Second, this paper adds to the vast literature on law and finance that has examined the impact of legal institutions on corporate debt financing [27], trade credit [28], and supply chain finance [29]. Our results show that legal enforcement influences firms’ supplier selection decisions and stronger enforcement expands the supply chain network.
The remainder of this paper is structured as follows. Section 2 reviews the relevant literature and develops our research hypothesis. Section 3 specifies the empirical research design. Section 4 presents the results. Section 5 concludes.

2. Institutional Background and Hypothesis Development

2.1. Institutional Background

The traditional circuit court system first originated in England in the 12th century. The establishment of the circuit court system is to strengthen centralized power and to change the phenomenon of judicial power being divided by local lords and judicial injustice [30], in which different types of cases were heard by different circuit courts, which made the judicial specialization greatly enhanced. In common law countries, some countries still maintain the tradition of circuit courts.

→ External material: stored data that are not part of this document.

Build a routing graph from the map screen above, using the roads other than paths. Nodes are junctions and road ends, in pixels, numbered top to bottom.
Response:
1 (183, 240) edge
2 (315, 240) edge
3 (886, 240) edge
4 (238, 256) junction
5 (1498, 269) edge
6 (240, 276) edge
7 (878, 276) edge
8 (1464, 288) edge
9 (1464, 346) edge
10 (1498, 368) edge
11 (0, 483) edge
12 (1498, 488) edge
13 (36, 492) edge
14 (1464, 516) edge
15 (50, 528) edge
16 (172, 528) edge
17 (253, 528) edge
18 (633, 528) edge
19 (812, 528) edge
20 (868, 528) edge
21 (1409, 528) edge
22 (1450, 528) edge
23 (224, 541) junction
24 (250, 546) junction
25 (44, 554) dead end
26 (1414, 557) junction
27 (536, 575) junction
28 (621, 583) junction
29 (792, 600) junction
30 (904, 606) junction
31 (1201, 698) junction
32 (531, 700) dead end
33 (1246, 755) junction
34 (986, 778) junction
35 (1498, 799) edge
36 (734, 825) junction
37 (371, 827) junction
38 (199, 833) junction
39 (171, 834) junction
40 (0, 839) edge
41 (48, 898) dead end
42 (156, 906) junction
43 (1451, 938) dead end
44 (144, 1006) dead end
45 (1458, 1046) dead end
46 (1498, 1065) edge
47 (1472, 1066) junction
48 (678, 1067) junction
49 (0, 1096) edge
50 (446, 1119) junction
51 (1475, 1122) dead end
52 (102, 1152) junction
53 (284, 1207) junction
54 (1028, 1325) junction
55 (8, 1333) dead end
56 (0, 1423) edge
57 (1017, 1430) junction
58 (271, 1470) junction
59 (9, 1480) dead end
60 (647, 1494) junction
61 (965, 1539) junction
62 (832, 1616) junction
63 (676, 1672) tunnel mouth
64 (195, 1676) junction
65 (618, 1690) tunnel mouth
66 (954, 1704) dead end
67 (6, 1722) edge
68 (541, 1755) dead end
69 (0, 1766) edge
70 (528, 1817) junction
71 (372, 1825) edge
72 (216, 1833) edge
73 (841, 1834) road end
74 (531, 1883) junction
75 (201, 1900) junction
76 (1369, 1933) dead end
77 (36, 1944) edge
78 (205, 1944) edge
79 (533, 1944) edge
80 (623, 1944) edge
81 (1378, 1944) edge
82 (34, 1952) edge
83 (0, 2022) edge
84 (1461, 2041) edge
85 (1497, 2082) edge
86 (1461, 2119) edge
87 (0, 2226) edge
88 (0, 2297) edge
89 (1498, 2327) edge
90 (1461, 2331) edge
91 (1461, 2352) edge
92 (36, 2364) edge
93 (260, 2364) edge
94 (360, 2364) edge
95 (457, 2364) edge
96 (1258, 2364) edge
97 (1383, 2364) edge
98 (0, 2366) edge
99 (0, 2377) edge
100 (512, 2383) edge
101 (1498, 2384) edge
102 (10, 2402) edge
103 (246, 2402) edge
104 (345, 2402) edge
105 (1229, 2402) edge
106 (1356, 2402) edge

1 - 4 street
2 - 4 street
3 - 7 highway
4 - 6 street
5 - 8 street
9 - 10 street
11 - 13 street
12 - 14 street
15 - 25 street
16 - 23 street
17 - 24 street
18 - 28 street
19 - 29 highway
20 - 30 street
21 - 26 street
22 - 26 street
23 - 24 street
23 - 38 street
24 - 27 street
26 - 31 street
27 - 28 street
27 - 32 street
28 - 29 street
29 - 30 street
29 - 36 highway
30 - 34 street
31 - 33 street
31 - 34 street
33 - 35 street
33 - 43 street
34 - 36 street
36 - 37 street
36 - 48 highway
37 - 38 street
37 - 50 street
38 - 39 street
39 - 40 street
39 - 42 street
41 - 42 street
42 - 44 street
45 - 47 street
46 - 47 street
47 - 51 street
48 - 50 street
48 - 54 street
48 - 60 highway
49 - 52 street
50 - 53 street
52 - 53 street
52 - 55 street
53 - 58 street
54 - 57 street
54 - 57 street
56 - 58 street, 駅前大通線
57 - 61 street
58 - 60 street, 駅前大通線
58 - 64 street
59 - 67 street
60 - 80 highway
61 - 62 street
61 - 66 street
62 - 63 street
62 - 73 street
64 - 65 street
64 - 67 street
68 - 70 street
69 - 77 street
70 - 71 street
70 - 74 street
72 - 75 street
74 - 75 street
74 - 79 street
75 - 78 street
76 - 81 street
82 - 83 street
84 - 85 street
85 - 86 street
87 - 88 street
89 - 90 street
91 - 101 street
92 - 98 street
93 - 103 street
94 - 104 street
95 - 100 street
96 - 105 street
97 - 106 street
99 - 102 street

For example, the High Court of Australia hears some cases in the capital cities of Queensland, South Australia, Western Australia, and Tasmania, respectively, when there are enough local cases [31]. In contrast, civil law countries generally do not have the tradition of setting up circuit courts, but some courts in Japan and South Korea set up the court branch court system in which the court headquarters can send judges to handle cases during a specific period of time; this shares some aspects with the circuit courts.
Since the reform and opening up, China’s judicial system has been improved, but there is still a tendency of judicial localism that increases the difficulty of achieving judicial justice in administrative trials [32]. The court system does not have the relationship between the upper and lower levels of leadership in the prosecution system and the effect of trial-level supervision is difficult to overcome judicial localism [33]. At the same time, under the tax-sharing reform in China, local courts rely heavily on the funds allocated by local government. As a result, local courts are reluctant to make profitable enterprises suffer economic losses due to adjudication [34].
In order to reduce judicial local protectionism, the Decision of the Central Committee of the Communist Party of China on Several Major Issues of Comprehensively Promoting the Rule of Law, adopted at the Fourth Plenary Session of the 18th CPC Central Committee in October 2014, proposed the idea of establishing “circuit courts of the Supreme People’s Court”. On 1 November 2016, the Central Leading Group for Comprehensively Deepening Reform agreed to set up four additional circuit courts in Nanjing, Zhengzhou, Chongqing, and Xi’an on the basis of the first and second circuit courts and, in early 2017, the four newly established circuit courts were officially inaugurated, thus precisely implementing the new layout of China’s judiciary and further enhancing the quality of justice.
The function of the circuit courts is positioned with the objective of “removing judicial local protectionism”. The effects of its implementation are mainly reflected in the following aspects. First of all, the circuit courts are directly under the Supreme People’s Court. Accordingly, the trial judges are selected and dispatched by the Supreme People’s Court and the funding for their cases is also provided by the Supreme People’s Court, which fundamentally prevents the localization of justice caused by the localization of the judiciary in terms of people, materials, and money [21]. Secondly, the circuit court adheres to the principle of “let the judge decide and be responsible”, and the judges are responsible for the cases they hear for life, which encourages judges to consciously resist and overcome local judicial protection. Finally, the Regulations of the Supreme People’s Court on Several Issues Concerning the Hearing of Cases in Circuit Courts clearly state that the rulings made by the judges handling cases in circuit courts are the decisions of the Supreme People’s Court. The ruling made by the circuit court judges is the ruling of the Supreme People’s Court, which has the effect of final adjudication and guarantees the fairness of the circuit court judges in hearing cases, which can effectively avoid the interference of local factors [35].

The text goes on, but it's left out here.